MP Peđa Grbin also joined his party colleague in criticising the government. "Do you think that it is socially more acceptable to help with tax breaks 20,000 people who are already making more than 17,000 kuna net than to support the SDP's proposal to raise the non-taxable portion from 3,800 kuna to 5,000 kuna and help two thirds of Croatian citizens whose salaries range from 3,800 kuna up?" Grbin asked the finance minister.

Minister Marić explained that raising the non-taxable portion would not apply to a vast majority of tax payers. "On the other hand, I have failed to emphasise the fact that income tax revenue is revenue of local and regional self-government units and this would be a great loss for them," Marić said.

Maras then requested a recess. The request was seconded by Ivan Šuker of the ruling Croatian Democratic Union (HDZ).

In his introductory remarks, Minister Marić said that the proposed set of nine bills had been submitted for a second reading and that it represented a third round of tax and administrative relief as part of the tax reform which became effective on 1 January 2017.

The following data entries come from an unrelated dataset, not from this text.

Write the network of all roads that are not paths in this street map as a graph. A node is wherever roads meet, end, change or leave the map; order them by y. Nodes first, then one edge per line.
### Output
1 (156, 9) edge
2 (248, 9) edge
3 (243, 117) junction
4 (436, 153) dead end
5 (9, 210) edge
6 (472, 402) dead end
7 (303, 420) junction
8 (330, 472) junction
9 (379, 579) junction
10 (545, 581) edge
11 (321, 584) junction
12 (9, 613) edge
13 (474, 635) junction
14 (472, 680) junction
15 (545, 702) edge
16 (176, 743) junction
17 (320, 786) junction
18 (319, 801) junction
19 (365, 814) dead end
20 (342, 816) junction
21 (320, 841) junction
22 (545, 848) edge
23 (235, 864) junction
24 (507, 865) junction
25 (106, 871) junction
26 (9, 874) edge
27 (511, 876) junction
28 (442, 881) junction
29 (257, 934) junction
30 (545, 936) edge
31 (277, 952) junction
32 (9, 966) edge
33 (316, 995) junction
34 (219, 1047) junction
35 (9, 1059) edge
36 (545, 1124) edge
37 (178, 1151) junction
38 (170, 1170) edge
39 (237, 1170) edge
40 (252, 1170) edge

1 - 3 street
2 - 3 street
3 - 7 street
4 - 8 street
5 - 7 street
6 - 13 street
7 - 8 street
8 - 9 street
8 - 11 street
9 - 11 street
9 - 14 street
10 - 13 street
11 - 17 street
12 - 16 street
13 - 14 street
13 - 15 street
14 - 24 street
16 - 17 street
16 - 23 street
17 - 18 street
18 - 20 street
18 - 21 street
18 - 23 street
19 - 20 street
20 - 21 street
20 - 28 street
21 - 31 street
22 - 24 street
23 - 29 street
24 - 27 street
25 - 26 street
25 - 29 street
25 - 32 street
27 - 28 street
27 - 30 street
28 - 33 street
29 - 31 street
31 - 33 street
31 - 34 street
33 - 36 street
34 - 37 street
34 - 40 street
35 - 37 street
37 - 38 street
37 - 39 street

The bills in question concern Value Added Tax, property sales, excise tax, profit tax, income tax, contributions, fiscalisation of cash transactions, general tax law, and administrative cooperation in taxation.

"In the first round of tax relief, the tax burden was reduced by a total of 2.3 billion kuna, and in the second round by 1.3 billion kuna. In the present bill we propose a further tax reduction of 3 billion kuna, which will bring the total tax reduction over three years to 6.6 billion kuna," Marić said.

Speaking of the most important changes proposed by the bills, Marić said that the VAT rate of 13% would be extended to include fresh or chilled meat, fish, fruit and vegetables, eggs, live animal deliveries, and children's diapers.

The VAT rate of 5% would apply to all medicines, regardless of whether they are prescription or non-prescription medicines, while the VAT rate of 13% would apply to services and copyright-related rights of writers, composers and performing artists.

Under the income tax bill, a person would qualify as a tax dependent if their annual income does not exceed 15,000 kuna (2,000 euro).

After adoption, the proposed bills are expected to go into force on 1 January 2019. Marić said that additional modifications would be made as part of secondary legislation, including those relating to the taxation of tobacco and tobacco products, a special tax on motor vehicles, and income tax rules.

The income tax rules are under public consultation and need to be adjusted to the existing labour legislation. Marić said that the plan was to increase the annual amount of non-taxable receipts from 2,500 kuna to 7,500 kuna (1,000 euro).